§ **Requirement**
Each entry is to be given again precisely, and no picture may be carried over.

Start of Block

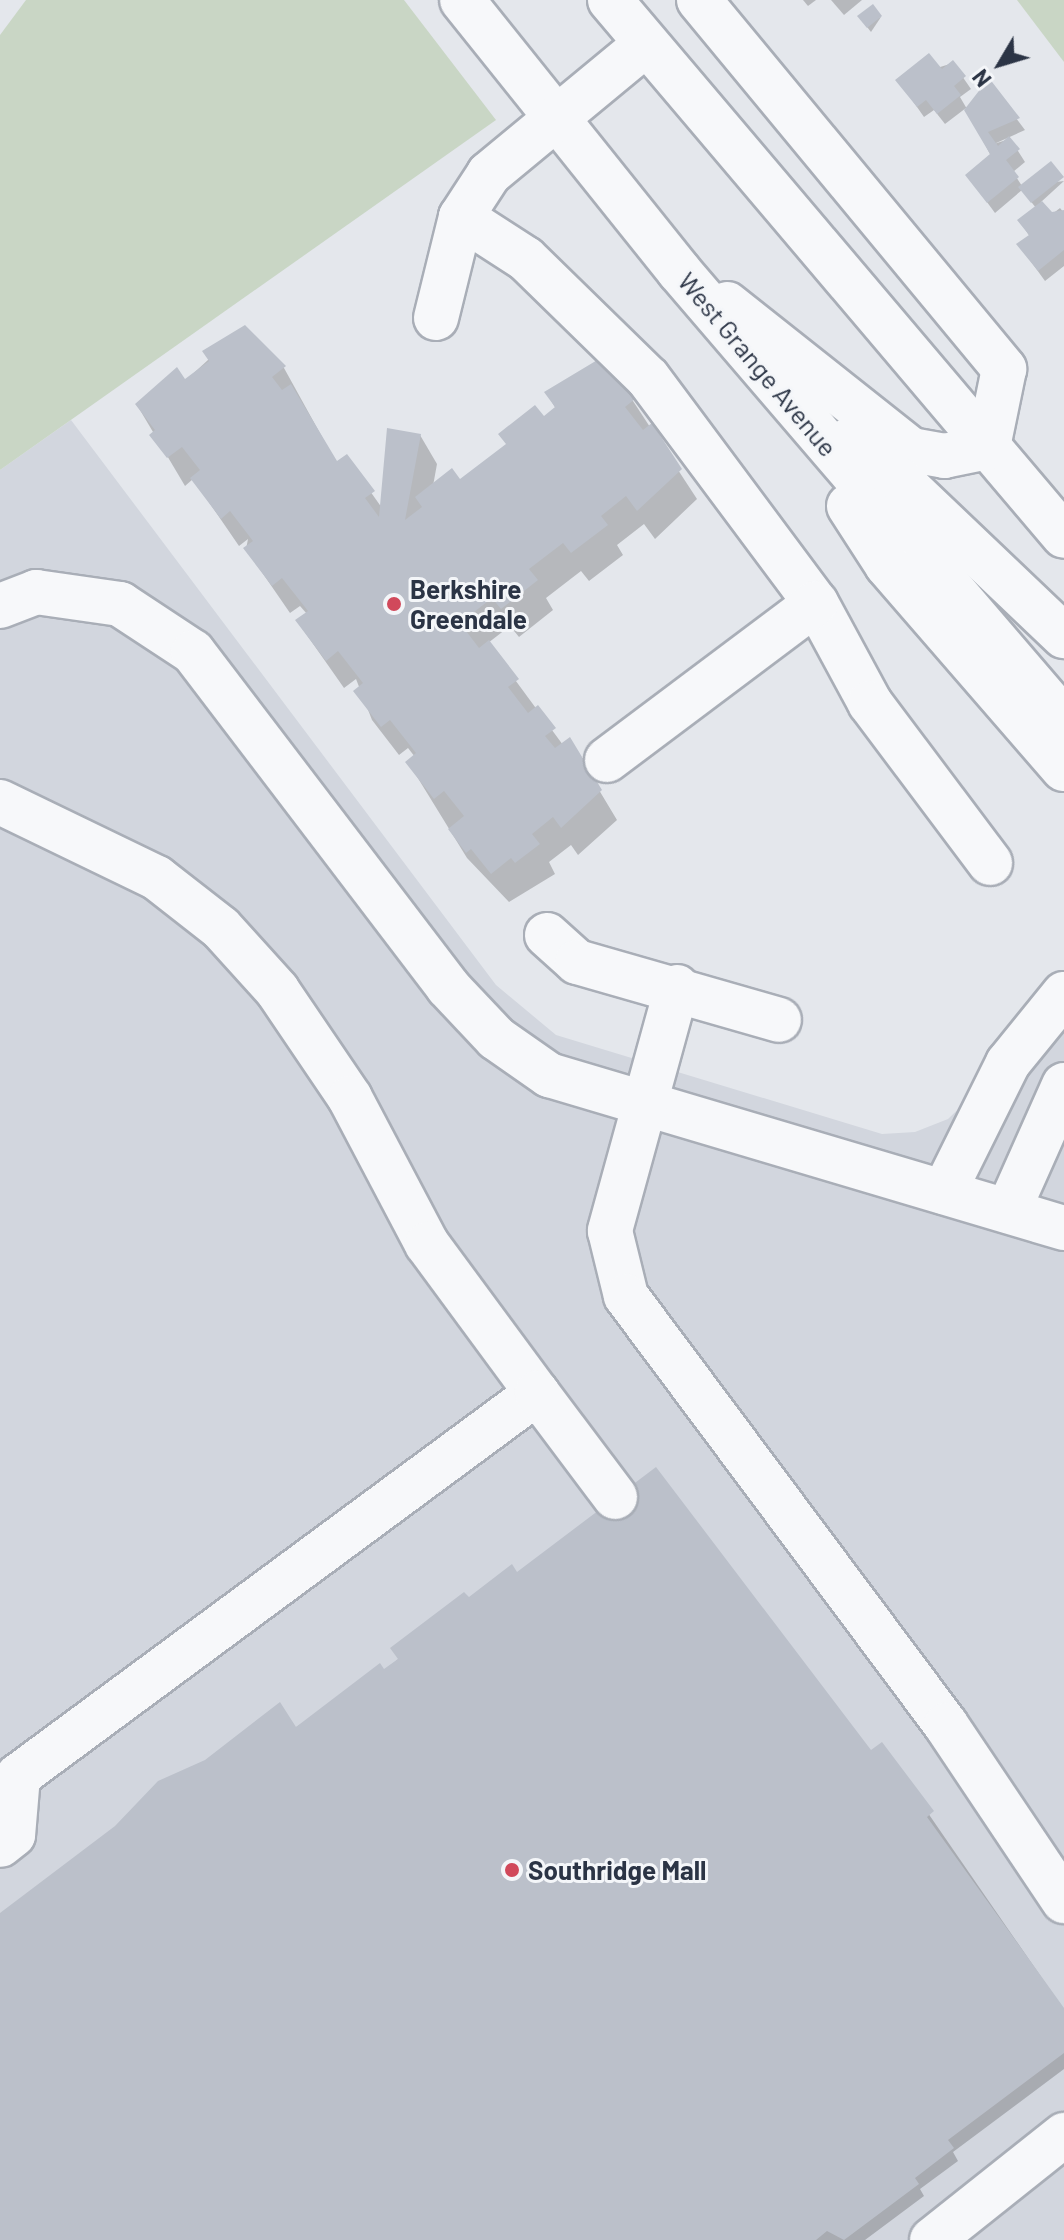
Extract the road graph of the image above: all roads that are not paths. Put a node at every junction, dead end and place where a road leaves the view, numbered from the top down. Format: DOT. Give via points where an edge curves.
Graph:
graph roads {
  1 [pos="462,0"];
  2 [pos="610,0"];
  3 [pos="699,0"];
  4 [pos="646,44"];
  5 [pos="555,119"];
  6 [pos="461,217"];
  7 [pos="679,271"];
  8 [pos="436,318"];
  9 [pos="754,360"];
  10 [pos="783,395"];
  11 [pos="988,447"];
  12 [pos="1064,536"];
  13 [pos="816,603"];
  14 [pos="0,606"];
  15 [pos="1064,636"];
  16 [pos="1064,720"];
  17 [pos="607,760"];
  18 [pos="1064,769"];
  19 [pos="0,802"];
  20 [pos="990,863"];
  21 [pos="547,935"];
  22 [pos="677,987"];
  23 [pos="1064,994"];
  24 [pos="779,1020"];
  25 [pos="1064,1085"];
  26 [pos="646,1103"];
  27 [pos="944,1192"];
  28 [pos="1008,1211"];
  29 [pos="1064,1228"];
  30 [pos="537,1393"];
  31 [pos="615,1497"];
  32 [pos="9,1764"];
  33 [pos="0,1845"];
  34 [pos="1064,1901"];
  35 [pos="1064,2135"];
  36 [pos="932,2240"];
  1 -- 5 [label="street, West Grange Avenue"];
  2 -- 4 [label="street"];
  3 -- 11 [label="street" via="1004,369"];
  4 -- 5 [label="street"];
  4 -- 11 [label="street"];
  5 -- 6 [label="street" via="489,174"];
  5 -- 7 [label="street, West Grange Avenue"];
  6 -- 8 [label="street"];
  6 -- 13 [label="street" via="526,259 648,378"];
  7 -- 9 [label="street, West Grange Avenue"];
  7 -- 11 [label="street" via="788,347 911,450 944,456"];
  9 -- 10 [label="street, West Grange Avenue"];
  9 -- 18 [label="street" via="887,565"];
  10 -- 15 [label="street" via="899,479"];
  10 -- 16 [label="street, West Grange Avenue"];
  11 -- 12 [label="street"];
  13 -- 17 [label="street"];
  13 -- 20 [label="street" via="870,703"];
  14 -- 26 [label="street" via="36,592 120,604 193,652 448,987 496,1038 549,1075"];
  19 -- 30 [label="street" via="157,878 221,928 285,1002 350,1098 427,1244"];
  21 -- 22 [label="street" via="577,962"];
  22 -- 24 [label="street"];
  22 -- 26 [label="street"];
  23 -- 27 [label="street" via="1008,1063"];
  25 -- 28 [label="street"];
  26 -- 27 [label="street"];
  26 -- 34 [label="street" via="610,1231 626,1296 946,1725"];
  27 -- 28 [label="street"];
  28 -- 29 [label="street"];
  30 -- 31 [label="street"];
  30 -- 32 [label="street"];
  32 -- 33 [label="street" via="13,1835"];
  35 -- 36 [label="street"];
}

End of Block

§ **Task solution**
Extract the road graph of the image above: all roads that are not paths. Put a node at every junction, dead end and place where a road leaves the view, numbered from the top down. Format: DOT. Give via points where an edge curves.
Graph:
graph roads {
  1 [pos="462,0"];
  2 [pos="610,0"];
  3 [pos="699,0"];
  4 [pos="646,44"];
  5 [pos="555,119"];
  6 [pos="461,217"];
  7 [pos="679,271"];
  8 [pos="436,318"];
  9 [pos="754,360"];
  10 [pos="783,395"];
  11 [pos="988,447"];
  12 [pos="1064,536"];
  13 [pos="816,603"];
  14 [pos="0,606"];
  15 [pos="1064,636"];
  16 [pos="1064,720"];
  17 [pos="607,760"];
  18 [pos="1064,769"];
  19 [pos="0,802"];
  20 [pos="990,863"];
  21 [pos="547,935"];
  22 [pos="677,987"];
  23 [pos="1064,994"];
  24 [pos="779,1020"];
  25 [pos="1064,1085"];
  26 [pos="646,1103"];
  27 [pos="944,1192"];
  28 [pos="1008,1211"];
  29 [pos="1064,1228"];
  30 [pos="537,1393"];
  31 [pos="615,1497"];
  32 [pos="9,1764"];
  33 [pos="0,1845"];
  34 [pos="1064,1901"];
  35 [pos="1064,2135"];
  36 [pos="932,2240"];
  1 -- 5 [label="street, West Grange Avenue"];
  2 -- 4 [label="street"];
  3 -- 11 [label="street" via="1004,369"];
  4 -- 5 [label="street"];
  4 -- 11 [label="street"];
  5 -- 6 [label="street" via="489,174"];
  5 -- 7 [label="street, West Grange Avenue"];
  6 -- 8 [label="street"];
  6 -- 13 [label="street" via="526,259 648,378"];
  7 -- 9 [label="street, West Grange Avenue"];
  7 -- 11 [label="street" via="788,347 911,450 944,456"];
  9 -- 10 [label="street, West Grange Avenue"];
  9 -- 18 [label="street" via="887,565"];
  10 -- 15 [label="street" via="899,479"];
  10 -- 16 [label="street, West Grange Avenue"];
  11 -- 12 [label="street"];
  13 -- 17 [label="street"];
  13 -- 20 [label="street" via="870,703"];
  14 -- 26 [label="street" via="36,592 120,604 193,652 448,987 496,1038 549,1075"];
  19 -- 30 [label="street" via="157,878 221,928 285,1002 350,1098 427,1244"];
  21 -- 22 [label="street" via="577,962"];
  22 -- 24 [label="street"];
  22 -- 26 [label="street"];
  23 -- 27 [label="street" via="1008,1063"];
  25 -- 28 [label="street"];
  26 -- 27 [label="street"];
  26 -- 34 [label="street" via="610,1231 626,1296 946,1725"];
  27 -- 28 [label="street"];
  28 -- 29 [label="street"];
  30 -- 31 [label="street"];
  30 -- 32 [label="street"];
  32 -- 33 [label="street" via="13,1835"];
  35 -- 36 [label="street"];
}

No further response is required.